Method: The authors collected 53,894 images posted by 90 popular food-related Instagram accounts over two years. After data cleaning, 43,978 food images were retained. Computer vision techniques were used to measure visual features such as color, brightness, color richness, feature complexity, compositional complexity, color diversity, and repetition. Clarifai and Nutritionix were used to estimate calorie density. Multilevel regression models were applied to predict likes and comments. In addition, a crowdsourcing survey was conducted to validate whether the computer-generated measures matched human perceptions.
Theoretical Framework: The study draws on theories of visual aesthetics, emotional arousal, and food perception. Warm colors such as red, orange, and yellow are expected to increase arousal and make images more attractive. Visual complexity may also attract attention and increase engagement.
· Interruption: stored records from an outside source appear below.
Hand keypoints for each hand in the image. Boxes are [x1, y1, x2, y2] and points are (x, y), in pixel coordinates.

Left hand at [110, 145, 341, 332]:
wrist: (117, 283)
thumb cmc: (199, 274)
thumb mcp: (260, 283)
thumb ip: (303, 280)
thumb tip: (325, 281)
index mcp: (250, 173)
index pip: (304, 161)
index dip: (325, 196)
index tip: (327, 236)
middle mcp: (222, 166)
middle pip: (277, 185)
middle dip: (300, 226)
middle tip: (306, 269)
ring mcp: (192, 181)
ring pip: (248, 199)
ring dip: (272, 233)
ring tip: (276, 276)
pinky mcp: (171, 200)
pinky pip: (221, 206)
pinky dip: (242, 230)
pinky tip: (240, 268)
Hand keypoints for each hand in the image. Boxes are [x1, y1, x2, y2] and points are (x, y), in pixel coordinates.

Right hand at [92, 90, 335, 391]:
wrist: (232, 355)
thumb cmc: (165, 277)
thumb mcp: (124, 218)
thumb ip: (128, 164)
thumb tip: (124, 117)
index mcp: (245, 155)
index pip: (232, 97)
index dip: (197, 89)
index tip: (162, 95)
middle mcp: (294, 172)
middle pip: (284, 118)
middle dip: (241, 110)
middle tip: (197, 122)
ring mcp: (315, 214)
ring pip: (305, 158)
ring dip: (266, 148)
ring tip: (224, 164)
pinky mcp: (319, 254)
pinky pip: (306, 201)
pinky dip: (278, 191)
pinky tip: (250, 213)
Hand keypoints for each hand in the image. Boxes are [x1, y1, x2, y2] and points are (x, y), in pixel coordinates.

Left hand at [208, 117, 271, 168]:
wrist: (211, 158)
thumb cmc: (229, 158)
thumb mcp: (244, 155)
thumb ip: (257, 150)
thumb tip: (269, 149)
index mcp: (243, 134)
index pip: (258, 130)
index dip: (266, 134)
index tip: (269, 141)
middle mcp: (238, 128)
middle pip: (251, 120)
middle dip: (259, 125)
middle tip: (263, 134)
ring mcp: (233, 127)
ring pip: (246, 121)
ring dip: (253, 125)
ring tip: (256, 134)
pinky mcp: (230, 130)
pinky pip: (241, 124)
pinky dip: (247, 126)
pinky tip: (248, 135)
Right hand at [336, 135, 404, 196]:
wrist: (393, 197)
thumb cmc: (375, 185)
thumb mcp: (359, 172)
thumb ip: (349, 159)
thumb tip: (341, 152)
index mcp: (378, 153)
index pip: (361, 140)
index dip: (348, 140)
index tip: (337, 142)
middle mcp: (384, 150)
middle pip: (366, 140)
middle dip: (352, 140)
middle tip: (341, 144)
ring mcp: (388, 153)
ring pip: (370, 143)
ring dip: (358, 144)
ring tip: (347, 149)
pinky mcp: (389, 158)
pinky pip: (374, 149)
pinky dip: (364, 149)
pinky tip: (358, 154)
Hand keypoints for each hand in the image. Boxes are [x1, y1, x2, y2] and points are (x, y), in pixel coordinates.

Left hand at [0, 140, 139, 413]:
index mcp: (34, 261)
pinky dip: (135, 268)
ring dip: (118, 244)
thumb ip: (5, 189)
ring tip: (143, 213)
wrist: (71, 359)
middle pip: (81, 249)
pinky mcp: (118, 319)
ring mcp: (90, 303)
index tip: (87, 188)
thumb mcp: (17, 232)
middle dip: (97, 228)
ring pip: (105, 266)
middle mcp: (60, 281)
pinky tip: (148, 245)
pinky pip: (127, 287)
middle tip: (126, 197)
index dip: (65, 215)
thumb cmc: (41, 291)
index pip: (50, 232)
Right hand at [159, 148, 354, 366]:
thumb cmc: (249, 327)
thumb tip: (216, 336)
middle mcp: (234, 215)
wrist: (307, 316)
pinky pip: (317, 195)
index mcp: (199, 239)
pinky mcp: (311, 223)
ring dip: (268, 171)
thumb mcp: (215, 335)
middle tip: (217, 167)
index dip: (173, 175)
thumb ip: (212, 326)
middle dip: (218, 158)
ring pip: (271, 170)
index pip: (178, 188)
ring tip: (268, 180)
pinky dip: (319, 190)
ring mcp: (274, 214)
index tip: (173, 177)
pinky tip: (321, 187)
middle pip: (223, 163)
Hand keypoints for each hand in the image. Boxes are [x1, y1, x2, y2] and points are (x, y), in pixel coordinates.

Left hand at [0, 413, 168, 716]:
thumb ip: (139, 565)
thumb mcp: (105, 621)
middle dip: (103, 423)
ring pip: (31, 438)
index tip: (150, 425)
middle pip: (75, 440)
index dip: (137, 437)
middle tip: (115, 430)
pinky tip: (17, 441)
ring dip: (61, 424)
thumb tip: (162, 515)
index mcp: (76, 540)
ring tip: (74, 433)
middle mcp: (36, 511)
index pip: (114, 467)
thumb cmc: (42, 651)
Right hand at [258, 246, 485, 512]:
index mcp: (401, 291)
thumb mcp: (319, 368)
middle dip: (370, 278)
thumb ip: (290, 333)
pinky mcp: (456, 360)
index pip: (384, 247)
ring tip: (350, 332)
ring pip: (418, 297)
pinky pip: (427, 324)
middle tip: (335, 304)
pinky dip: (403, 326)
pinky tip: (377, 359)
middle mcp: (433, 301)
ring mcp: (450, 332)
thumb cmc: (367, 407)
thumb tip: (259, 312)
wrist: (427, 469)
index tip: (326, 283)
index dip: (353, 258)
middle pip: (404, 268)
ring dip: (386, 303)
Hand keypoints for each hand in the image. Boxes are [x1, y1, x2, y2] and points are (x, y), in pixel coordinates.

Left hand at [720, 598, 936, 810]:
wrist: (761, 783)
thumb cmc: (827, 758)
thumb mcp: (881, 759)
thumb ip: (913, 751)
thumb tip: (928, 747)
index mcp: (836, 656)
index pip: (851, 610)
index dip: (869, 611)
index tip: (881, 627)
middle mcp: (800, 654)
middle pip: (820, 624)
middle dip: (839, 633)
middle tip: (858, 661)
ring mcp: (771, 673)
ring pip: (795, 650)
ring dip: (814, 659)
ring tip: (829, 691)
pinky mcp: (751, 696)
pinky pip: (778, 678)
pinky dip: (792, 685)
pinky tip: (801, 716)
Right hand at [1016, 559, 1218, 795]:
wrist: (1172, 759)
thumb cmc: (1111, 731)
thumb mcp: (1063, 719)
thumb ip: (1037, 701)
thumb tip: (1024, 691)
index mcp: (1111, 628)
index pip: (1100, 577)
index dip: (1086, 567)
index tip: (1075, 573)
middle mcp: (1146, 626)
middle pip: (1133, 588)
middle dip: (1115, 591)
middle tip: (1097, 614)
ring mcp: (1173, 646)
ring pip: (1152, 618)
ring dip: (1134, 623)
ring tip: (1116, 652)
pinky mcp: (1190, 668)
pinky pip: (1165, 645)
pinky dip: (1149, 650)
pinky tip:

From a health communication perspective, the authors argue that high-calorie foods are naturally appealing, while low-calorie foods may depend more on visual aesthetics to gain attention.
Key Findings: Red, orange, and yellow colors, feature complexity, and repetition significantly increased likes and comments. In contrast, brightness, color richness, and compositional complexity were negatively associated with engagement. Images of higher-calorie foods generally received more engagement, although this effect was not unlimited. Extremely high-calorie foods were not always more popular than moderately high-calorie foods. Most importantly, visual aesthetics had a stronger effect on low-calorie food images, suggesting that effective visual design can improve the appeal of healthy foods on social media.